Last Updated: 2023/4/5 Fixed the display issue of mathematical symbols in Markdown
This article was first published on 若绾. Please indicate the source if reproduced.

Introduction#

When it comes to machine learning and data science, vector space distance is a very important concept. In many machine learning applications, data points are often represented in vector form. Therefore, it is crucial to understand how to calculate and compare distances between vectors. Vector space distance can be used to solve many problems, such as clustering, classification, dimensionality reduction, and more. In federated learning projects, vector space distance is particularly important as it helps us compare vectors from different devices or data sources to determine if they are similar enough for joint training.

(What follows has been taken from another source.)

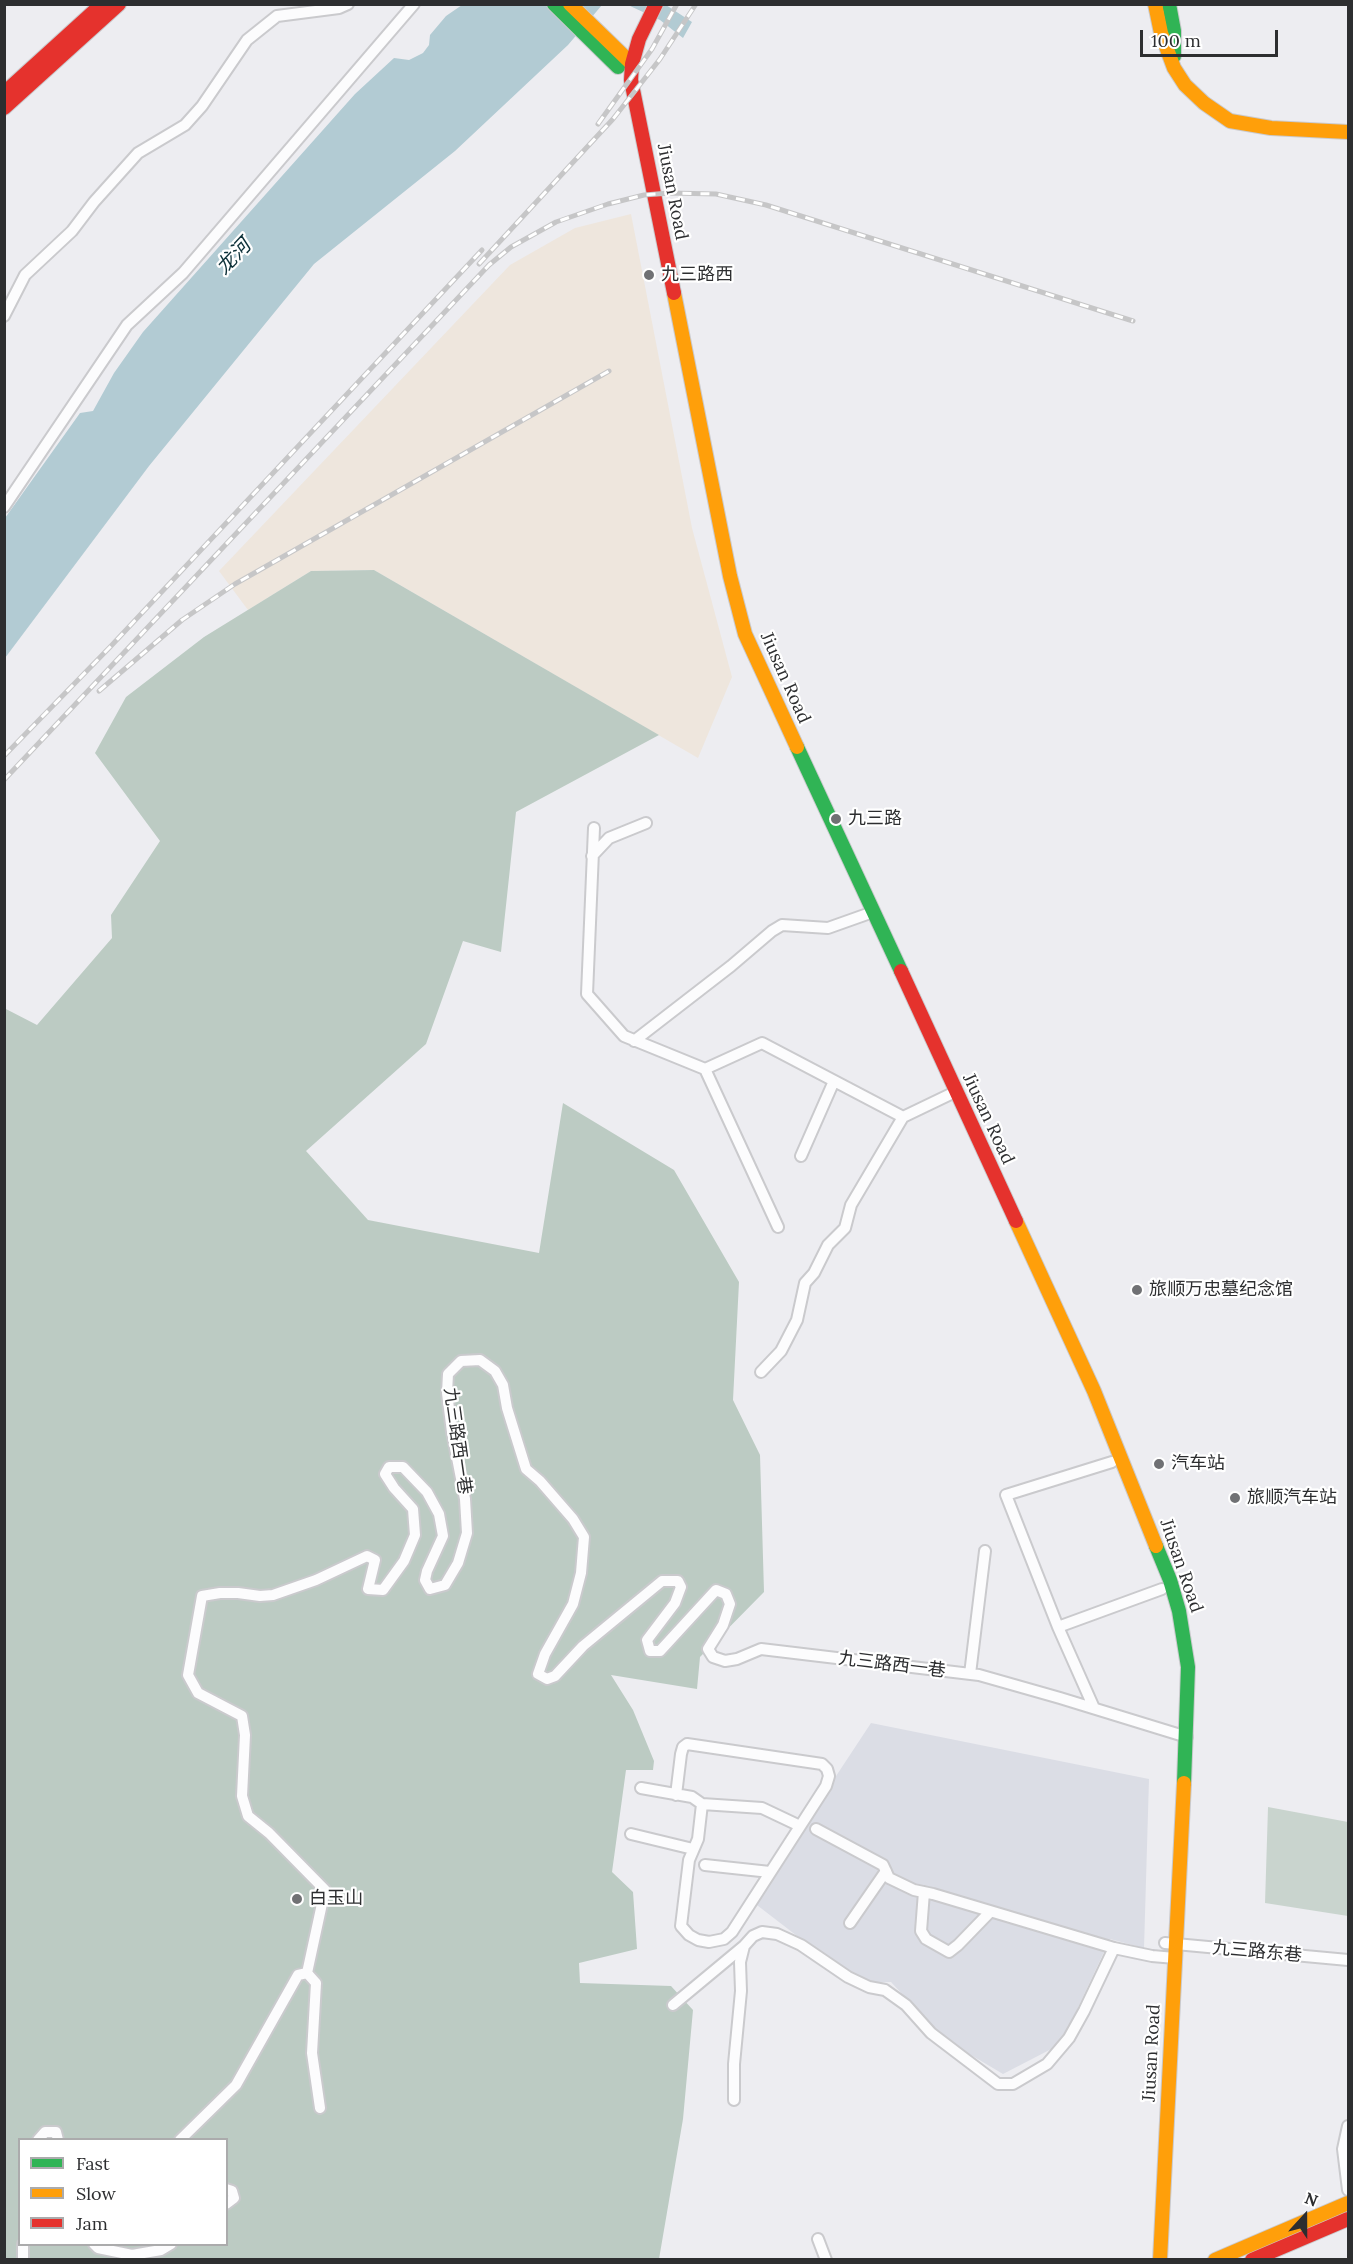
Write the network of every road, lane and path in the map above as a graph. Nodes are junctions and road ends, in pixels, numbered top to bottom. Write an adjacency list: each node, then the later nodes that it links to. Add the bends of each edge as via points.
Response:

This article will introduce the basic concepts of vector space distance, including Euclidean distance, Manhattan distance, Chebyshev distance, and more. We will discuss how these distance metrics are calculated, their advantages and disadvantages, and when to use each distance metric. We will also introduce some more advanced distance metrics, such as Mahalanobis distance and cosine similarity, and explore their applicability in different scenarios. Hopefully, this article can help you better understand vector space distance and how to apply it to your federated learning projects.

Manhattan Distance#

Manhattan distance (L1 norm) is a method for measuring the distance between two vectors X and Y. Its formula is as follows:

$D_{M}(X,Y) = \sum_{i=1}^{n}|x_{i} - y_{i}|$

where:

  • $D_{M}(X,Y)$ represents the Manhattan distance between vectors X and Y.

  • $x_{i}$ and $y_{i}$ represent the i-th component of vectors X and Y, respectively.

  • n is the number of components in the vectors.

Manhattan distance measures the distance between two vectors by summing the absolute differences between their components. It is named after the grid-like layout of streets in Manhattan, where the distance between two points is the sum of their horizontal and vertical distances. Compared to Euclidean distance, Manhattan distance is more suitable for applications in high-dimensional spaces because in high-dimensional spaces, the distance between two points is easier to calculate using horizontal and vertical distances. Manhattan distance is also widely used in machine learning and data science, such as in clustering and classification problems, as well as in feature extraction in image and speech recognition.

Canberra Distance#

Canberra distance is a distance metric used to measure the similarity between two vectors. It is commonly used in data analysis and information retrieval. Its formula is as follows:

$D_{c}(X,Y) = \sum_{i=1}^{n}\frac{|x_{i} - y_{i}|}{|x_{i}| + |y_{i}|}$

where:

  • $D_{c}(X,Y)$ represents the Canberra distance between vectors X and Y.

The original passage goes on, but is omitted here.